◆ TASK TO COMPLETE
Copies of all lines containing the string "image" are needed from the data below.

◆ MATERIAL PROVIDED
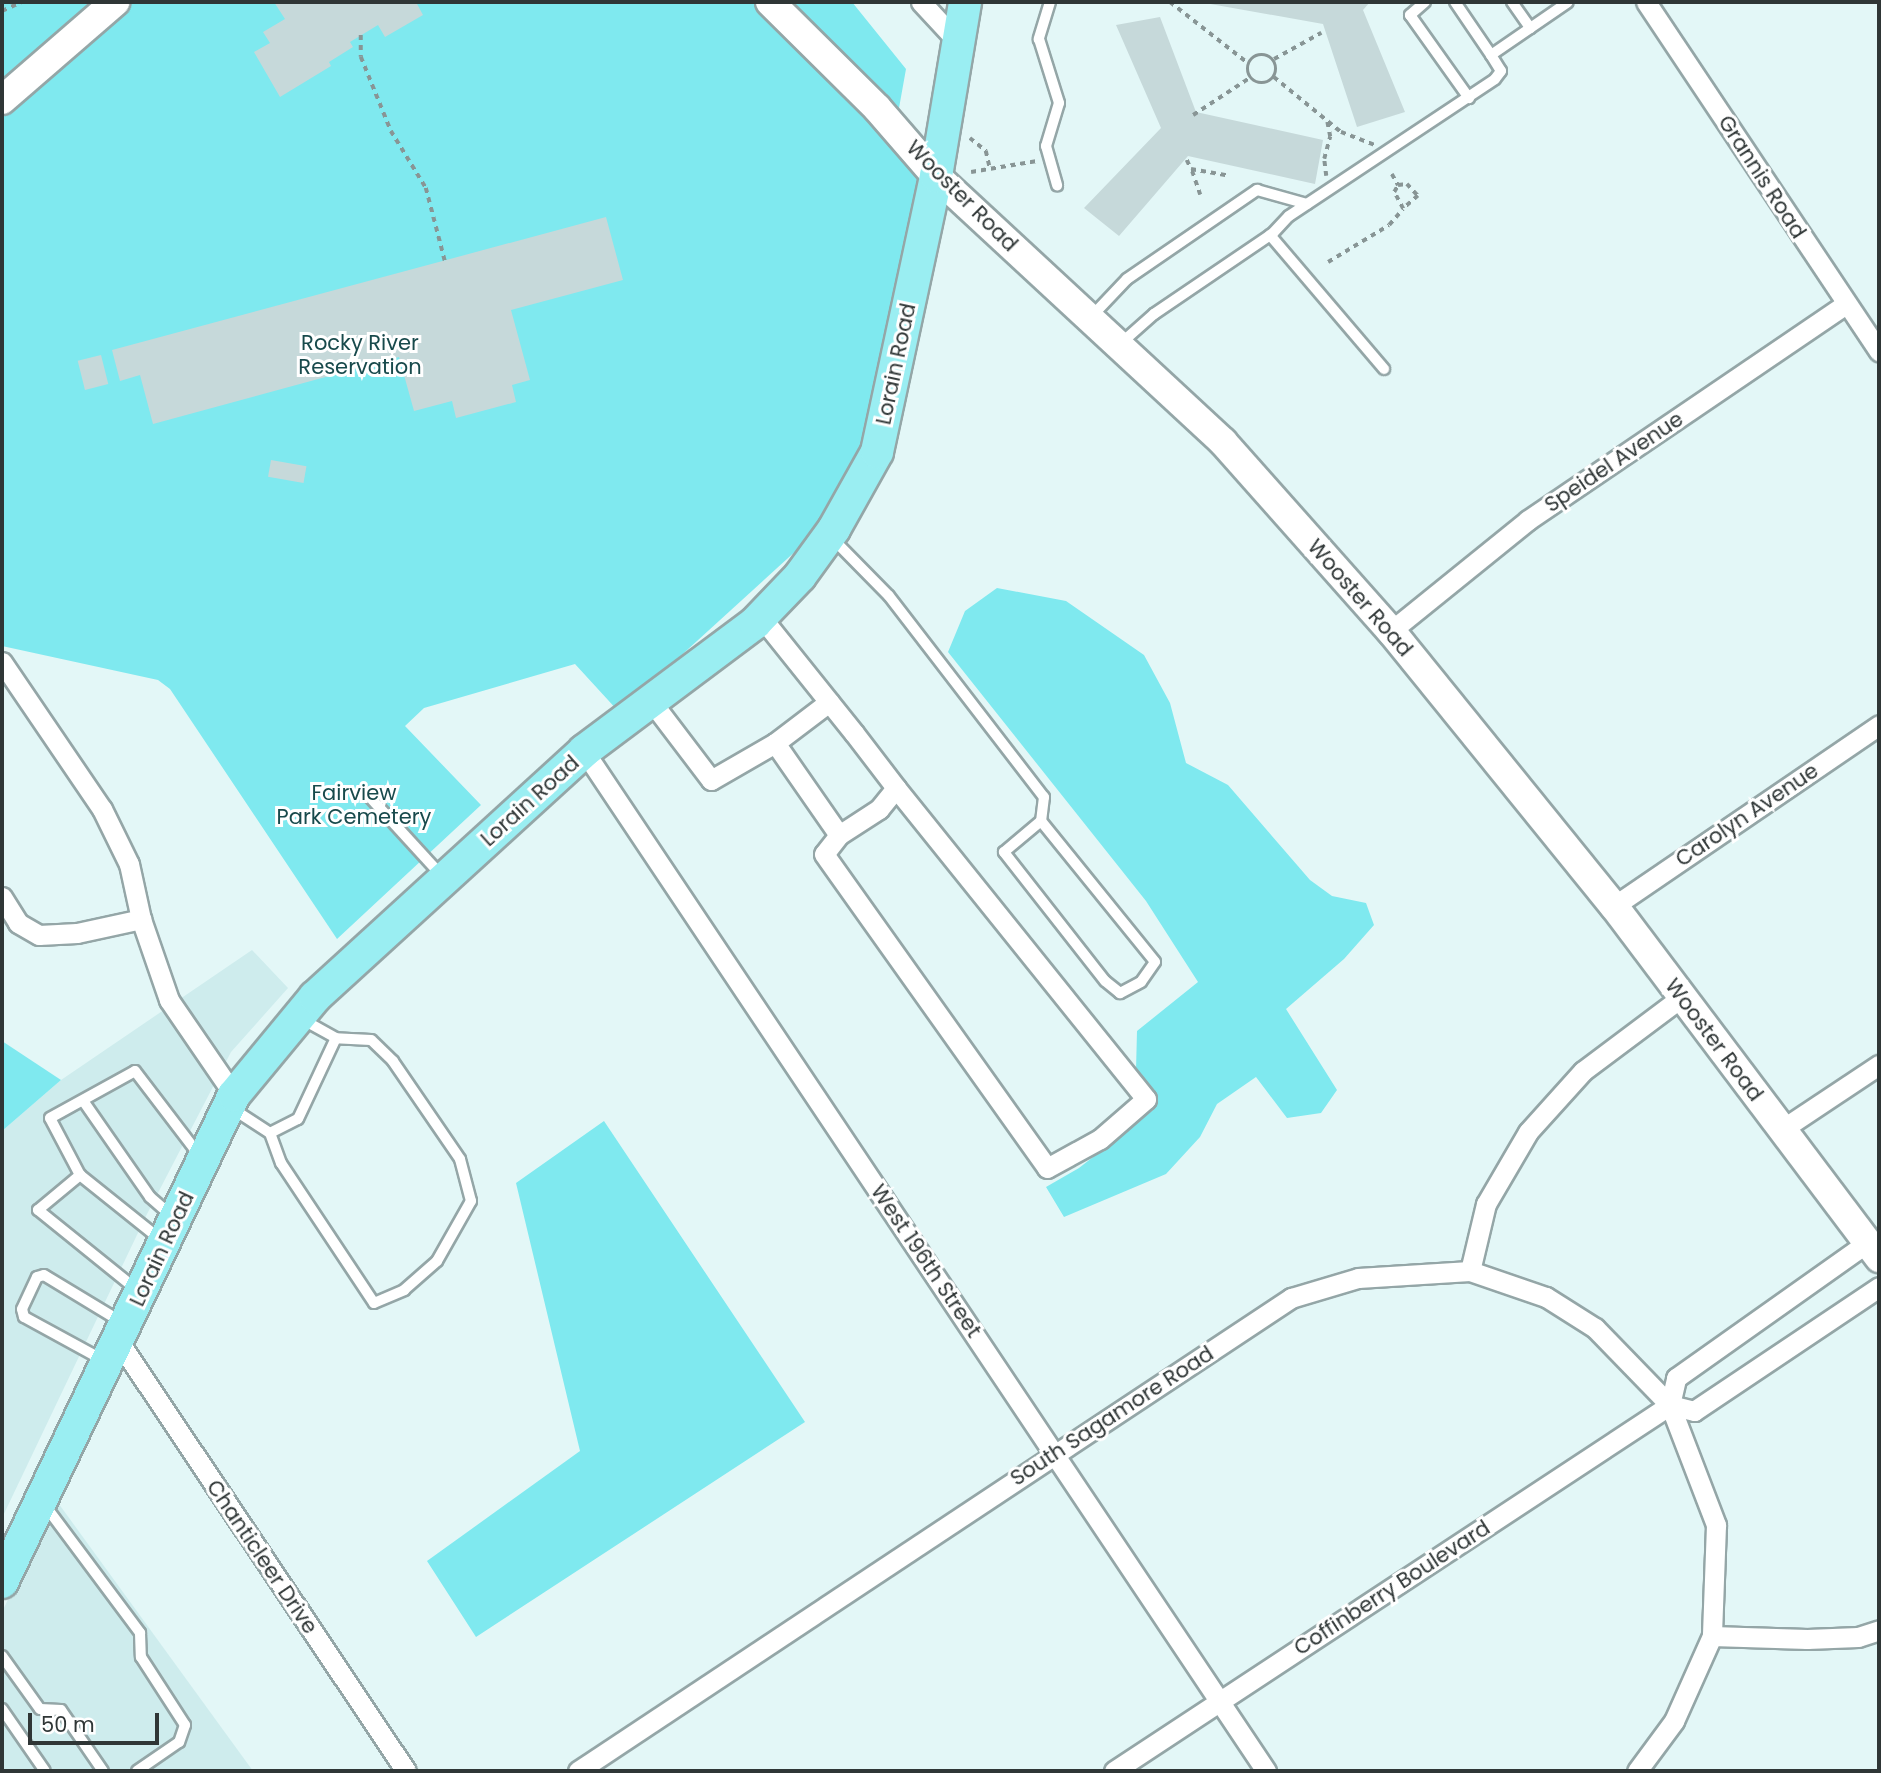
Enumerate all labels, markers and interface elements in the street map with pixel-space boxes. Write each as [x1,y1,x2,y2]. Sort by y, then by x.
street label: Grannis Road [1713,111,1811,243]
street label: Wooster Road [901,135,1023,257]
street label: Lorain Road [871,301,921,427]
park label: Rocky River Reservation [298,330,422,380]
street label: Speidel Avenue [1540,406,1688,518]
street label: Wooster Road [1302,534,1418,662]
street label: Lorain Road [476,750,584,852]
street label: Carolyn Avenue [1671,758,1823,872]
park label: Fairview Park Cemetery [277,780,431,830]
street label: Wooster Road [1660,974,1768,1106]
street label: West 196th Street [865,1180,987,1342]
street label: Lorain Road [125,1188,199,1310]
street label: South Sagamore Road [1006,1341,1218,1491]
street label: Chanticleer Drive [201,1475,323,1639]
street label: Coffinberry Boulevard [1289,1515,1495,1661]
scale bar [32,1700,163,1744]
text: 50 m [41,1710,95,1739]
...
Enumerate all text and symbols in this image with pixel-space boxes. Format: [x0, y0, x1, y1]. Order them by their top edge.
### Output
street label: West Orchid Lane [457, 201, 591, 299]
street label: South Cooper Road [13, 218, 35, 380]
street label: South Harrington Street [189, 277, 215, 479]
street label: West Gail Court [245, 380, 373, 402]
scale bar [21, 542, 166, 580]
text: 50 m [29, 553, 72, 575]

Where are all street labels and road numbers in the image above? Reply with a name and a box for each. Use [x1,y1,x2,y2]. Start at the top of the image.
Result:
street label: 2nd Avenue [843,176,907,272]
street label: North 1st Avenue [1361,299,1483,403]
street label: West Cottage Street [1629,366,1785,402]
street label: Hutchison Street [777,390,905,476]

◆ ANSWER TO THE EXERCISE
Enumerate all text and symbols in this image with pixel-space boxes. Format: [x0, y0, x1, y1]. Order them by their top edge.
Where are all street labels and road numbers in the image above? Reply with a name and a box for each. Use [x1,y1,x2,y2]. Start at the top of the image.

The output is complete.